Representation of Sets

A set is a collection of objects, yet the definition of a set, in mathematics, is one of the weirdest. It’s a mathematical concept that allows us to group similar objects. Is there a method in mathematics that can group analogous mathematical objects? A set is an example of such an object. Do you want to learn how? Let’s have a look!

A set is a well-defined collection of mathematical objects. These items might be anything, from people’s names to their ages/likes/dislikes; entities ranging from a simple number system to complex scientific data; and results of a single dice throw or coin toss to tests performed 100s or 1000s of times.

Example of a Set

A collection of well-defined items is referred to as a set. The term “well-defined” refers to the fact that it must be clear which items belong to the set and which do not. Because the flowers in the set are not well-defined, a bouquet of gorgeous flowers is not a set. The term “beautiful” is a personal one. A bouquet of exquisite flowers cannot be regarded as a set since what is attractive to one person may not be so to another. If we have a collection of red flowers, on the other hand, it will create a set because each red blossom will be included.

Conventions for Sets

The conventions that are utilised here are as follows:

• A capital letter is frequently used to indicate a set.
• Small letters are frequently used to symbolise the group’s elements (unless specified separately.)
• If ‘a’ is an element of ‘A,’ or if a “belongs to” A, it is written using the Greek symbol ϵ (Epsilon) between them in the traditional sense – a ϵ A
• If b is not a member of set A, then b “does not belong to” A, as indicated by the use of the symbol ϵ (Epsilon with a line through it) between them – a ϵ A.
• The phrases objects, elements, entities, and members are all interchangeable.

Representation of a Set

Sets can be represented in one of three ways. Let us go over each Representation of Set in-depth, using as many instances as possible.

1. Statement Form: 

The well-defined descriptions of a set member are written in statement form and contained in curly brackets.

For instance, consider the group of odd numbers less than 5.

It can be represented as {odd numbers less than 5} in statement form.

2. Roster Form: 

The Representation of Set within {} and separated by commas in the Roster Form. The elements’ order is not crucial in this form, but they must not be repeated. Tabular Form is another name for Roster Form.

Example:

1. Natural Numbers Fewer Than 10 is a collection of natural numbers that are less than ten.

For example, 1, 2, 3, 4, 5, 6, 7, 8, 9 are all natural numbers.

Set N is {1, 2, 3, 4, 5, 6, 7, 8, 9} in Roster Form.

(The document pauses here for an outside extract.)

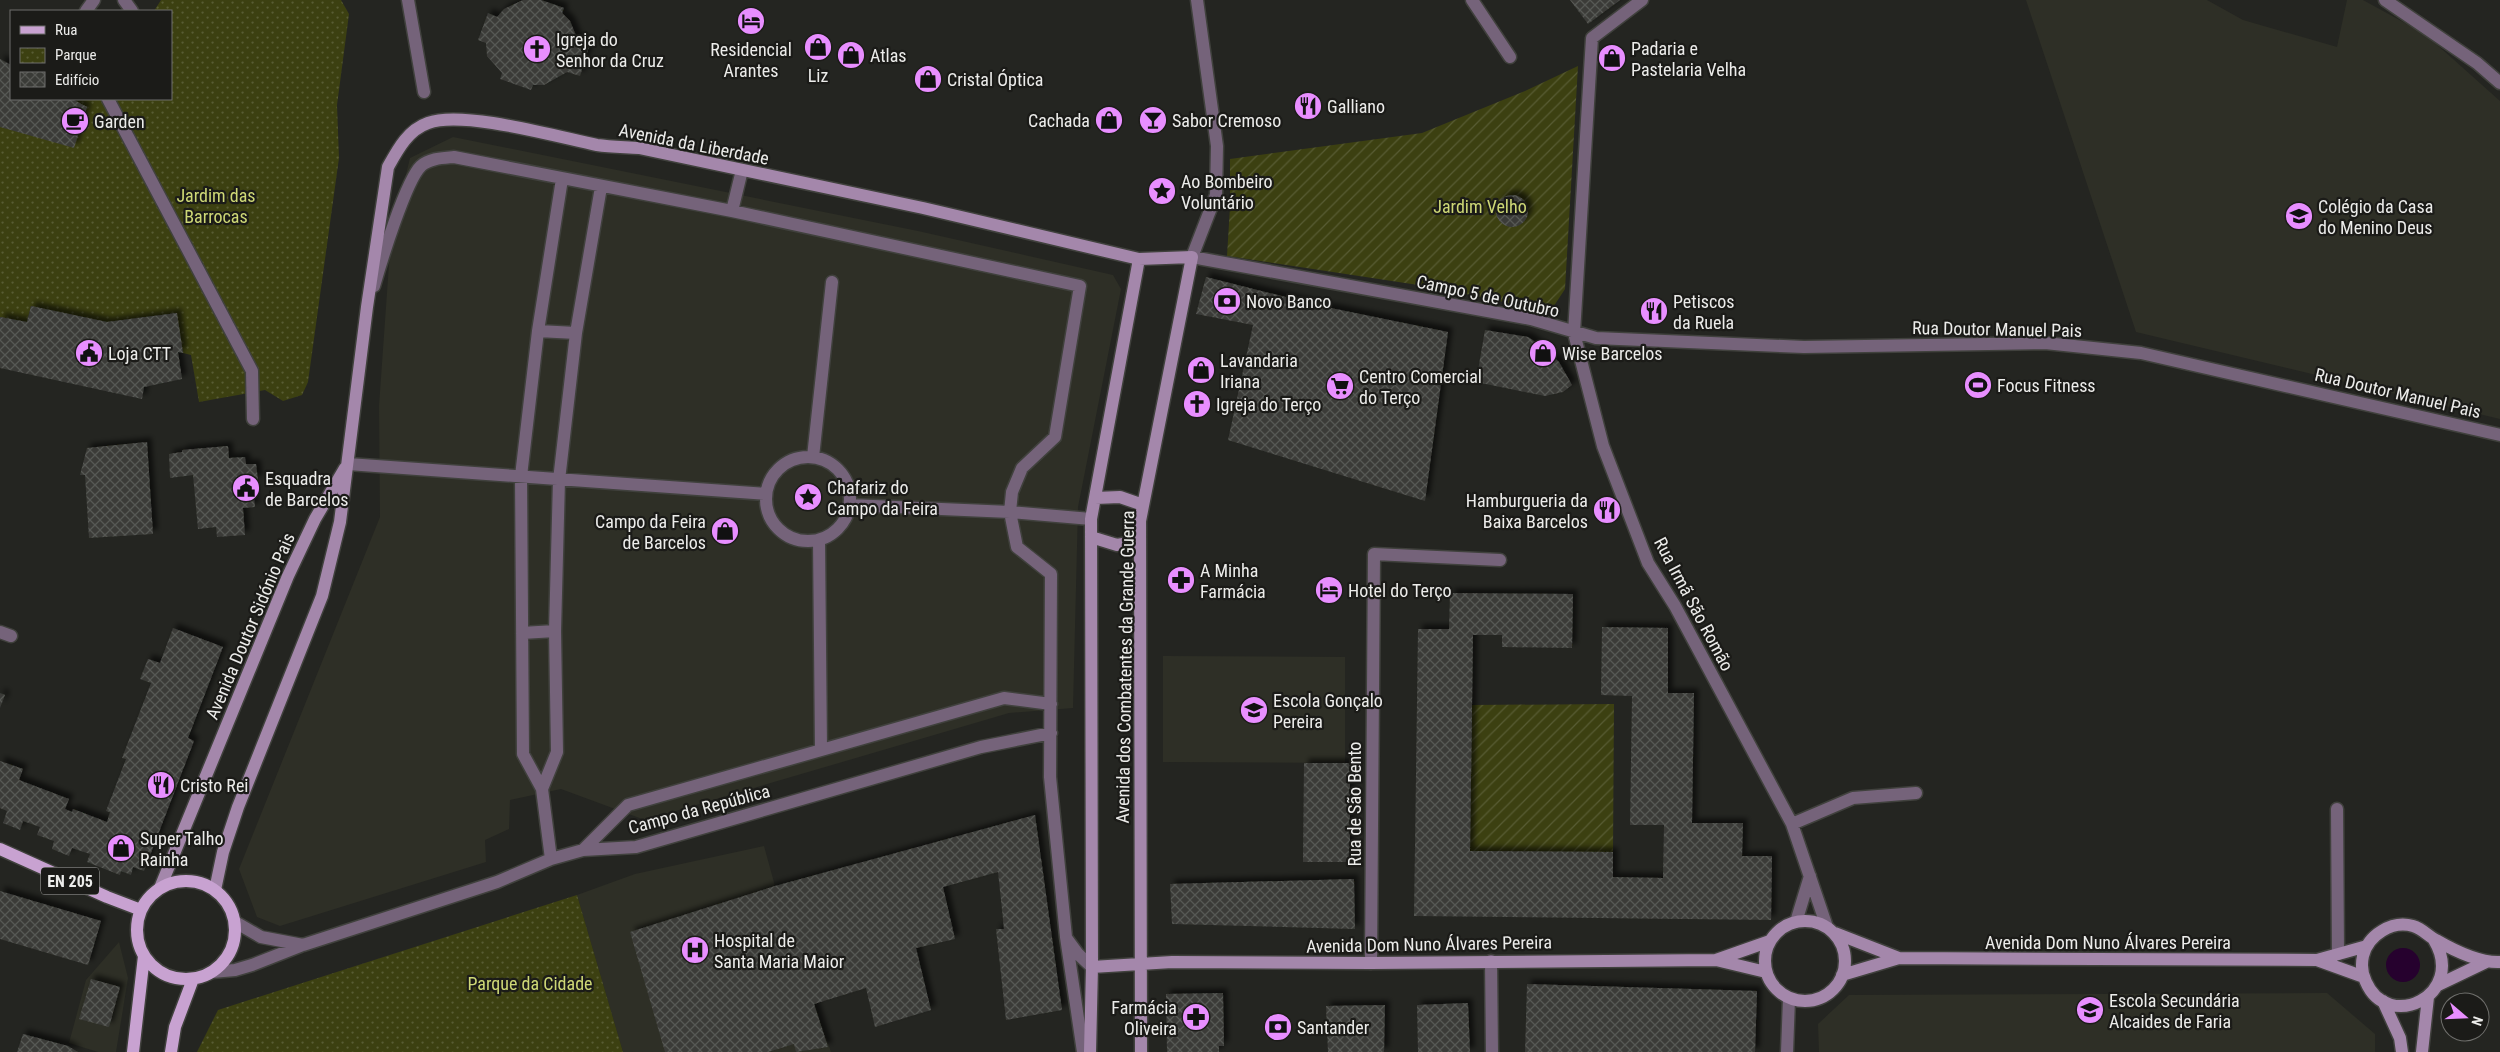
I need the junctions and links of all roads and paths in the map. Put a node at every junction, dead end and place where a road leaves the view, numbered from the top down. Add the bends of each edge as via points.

Set of Natural Numbers that divide 10

Y is equal to { 1, 2, 5, 10}

In the word elephant, W stands for the set of vowels.

W = {E, A}

Set Builder Form: 

The set is well defined since a rule, a formula, or a statement is written within the pair of brackets. To become a member of the set in the set-builder form, all of the set’s elements must share a single property.

The element of the set is specified using the symbol ‘x’ or any other variable followed by a colon in this method of representation of a set. The sign ‘:’ or ‘|’ denotes such that, after which we write the property owned by the set’s elements and enclose the entire description in braces. The colon denotes ‘such that,’ whereas the brackets denote ‘set of all.’

The general form is, A = { x : property }.

Conclusion

With the help of its definition and examples, we have mastered the representation of Set. Then we learned about different ways to represent a set. We discovered that a set can be represented in three different ways. Then, with the help of examples, we learned each type in-depth, and finally, we solved some cases to reinforce our understanding of the concept.